Court Rejects Economic Duress Claim

On May 6, 2019, Justice Masley of the New York County Commercial Division issued a decision in Kaye v. Levine Prospect, LLC, 2019 NY Slip Op. 31299(U), rejecting a economic duress defense, explaining:

A contract is voidable on the ground of duress when it is established that the party making the claim was forced to agree to it by means of a wrongful threat precluding the exercise of that party’s free will. A claim for economic duress must be premised on an entitlement to performance. Further, a contract is not voidable if the defendant refused to do that which it was not legally required to do.

Here, plaintiff claims that Levine threatened to breach the operating agreements of the parties’ numerous entities formed for each business venture property they purchased. Specifically, plaintiff propounds only vague, unsupported statements that the parties had, and defendants breached, obligations under the parties’ agreements, the parties’ contracts, and the parties’ entities’ operating agreements. Plaintiff explains vaguely, and without any support or detail regarding the terms of particular contracts at issue, that,

under the operating agreements of each of the parties’ real estate entities, LP and plaintiff, either directly or indirectly through [a particular property entity, would provide capital contributions to purchase properties, LP’s primary responsibility was to provide financing and obtain investments from third parties, whereas plaintiff’s primary responsibility was to operate and manage the properties through his management company, Stone.

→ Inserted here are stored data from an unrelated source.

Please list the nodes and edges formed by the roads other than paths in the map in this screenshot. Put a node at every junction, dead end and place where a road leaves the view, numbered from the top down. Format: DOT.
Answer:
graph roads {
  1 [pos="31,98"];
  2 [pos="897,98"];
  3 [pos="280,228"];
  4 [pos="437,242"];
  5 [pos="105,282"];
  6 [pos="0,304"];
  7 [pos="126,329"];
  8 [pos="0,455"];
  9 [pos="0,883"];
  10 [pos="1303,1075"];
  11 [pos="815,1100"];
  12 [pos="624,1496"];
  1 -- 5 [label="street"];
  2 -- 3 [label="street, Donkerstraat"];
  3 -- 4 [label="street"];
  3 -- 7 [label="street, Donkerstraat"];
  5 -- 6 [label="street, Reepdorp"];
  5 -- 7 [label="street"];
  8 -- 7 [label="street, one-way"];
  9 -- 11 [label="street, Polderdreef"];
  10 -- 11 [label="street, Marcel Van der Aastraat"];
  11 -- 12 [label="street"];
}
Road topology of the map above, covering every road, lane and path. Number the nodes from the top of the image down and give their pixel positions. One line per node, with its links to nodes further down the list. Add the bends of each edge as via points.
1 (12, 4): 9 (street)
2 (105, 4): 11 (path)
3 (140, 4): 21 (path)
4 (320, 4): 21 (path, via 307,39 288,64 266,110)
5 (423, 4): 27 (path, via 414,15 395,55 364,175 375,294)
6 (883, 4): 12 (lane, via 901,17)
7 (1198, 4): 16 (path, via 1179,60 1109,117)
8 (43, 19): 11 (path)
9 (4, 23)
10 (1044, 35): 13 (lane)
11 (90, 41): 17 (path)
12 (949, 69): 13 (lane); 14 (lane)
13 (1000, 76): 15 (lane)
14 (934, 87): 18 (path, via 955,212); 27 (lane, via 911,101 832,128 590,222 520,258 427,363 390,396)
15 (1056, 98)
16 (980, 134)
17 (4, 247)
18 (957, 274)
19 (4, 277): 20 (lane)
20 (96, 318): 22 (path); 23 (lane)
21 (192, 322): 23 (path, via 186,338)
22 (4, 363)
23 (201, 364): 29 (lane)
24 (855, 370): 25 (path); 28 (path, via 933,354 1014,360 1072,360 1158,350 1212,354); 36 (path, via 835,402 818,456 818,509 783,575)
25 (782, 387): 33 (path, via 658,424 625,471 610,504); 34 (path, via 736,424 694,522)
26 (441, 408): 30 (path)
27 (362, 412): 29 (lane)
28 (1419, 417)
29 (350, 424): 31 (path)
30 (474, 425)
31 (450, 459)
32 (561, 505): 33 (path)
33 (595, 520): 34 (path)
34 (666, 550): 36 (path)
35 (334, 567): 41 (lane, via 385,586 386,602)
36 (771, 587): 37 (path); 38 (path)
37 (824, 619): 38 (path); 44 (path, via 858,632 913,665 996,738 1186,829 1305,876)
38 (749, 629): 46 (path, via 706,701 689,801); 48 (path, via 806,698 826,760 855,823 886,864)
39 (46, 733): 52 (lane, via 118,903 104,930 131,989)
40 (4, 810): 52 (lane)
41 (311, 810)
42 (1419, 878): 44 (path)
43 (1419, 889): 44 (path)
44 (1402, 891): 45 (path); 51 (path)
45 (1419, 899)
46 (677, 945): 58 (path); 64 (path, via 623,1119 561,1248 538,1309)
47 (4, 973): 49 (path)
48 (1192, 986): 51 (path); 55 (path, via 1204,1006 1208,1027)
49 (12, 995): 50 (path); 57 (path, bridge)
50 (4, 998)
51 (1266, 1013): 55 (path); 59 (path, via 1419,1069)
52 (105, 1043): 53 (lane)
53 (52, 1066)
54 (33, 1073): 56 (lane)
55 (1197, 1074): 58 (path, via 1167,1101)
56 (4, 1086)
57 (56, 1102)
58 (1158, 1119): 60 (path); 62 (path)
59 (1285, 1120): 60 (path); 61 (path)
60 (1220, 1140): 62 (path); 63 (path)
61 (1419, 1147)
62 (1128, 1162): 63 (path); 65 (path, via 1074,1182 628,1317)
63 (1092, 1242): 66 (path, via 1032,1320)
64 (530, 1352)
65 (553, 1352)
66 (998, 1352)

First, plaintiff’s failure to identify with any specificity the agreements or the terms of the agreements that applied to the W. 18th and 47th Properties is fatal to its claim for economic duress with regard to Levine’s alleged threats to derail the sale and refinancing transactions for those two properties if plaintiff did not sign the Note. Plaintiff’s unsupported assertion that the operating agreements governing all of the parties’ 18 identified joint venture· properties-including those for the W. 18th and 47th Properties-obligated LP and plaintiff, either directly or indirectly through a special purpose entity, to provide capital contributions to purchase properties does not bear upon Levine’s alleged threats to refuse to sign paperwork to sell and/or refinance the W. 18th or 47th Properties, which the parties had already purchased.

Further, plaintiff’s generalized allegation that, under the operating agreements for those 18 different properties, LP’s primary responsibility was to provide financing and obtain third-party investments and plaintiff’s primary responsibility was to manage the properties is, likewise, far too vague to state a claim for economic duress as plaintiff has, not established that either defendant had any contractual obligation under any agreement to cooperate in a sale or refinancing of the W. 18th or 47th Properties. The allegations are devoid of necessary detail as to any alleged agreement for those two properties; for example, plaintiff does not state the actual parties to, the scope or duration of, or other necessary terms of any agreements controlling the W. 18th or 4 7th Properties, let alone defendants’ obligations under such agreements.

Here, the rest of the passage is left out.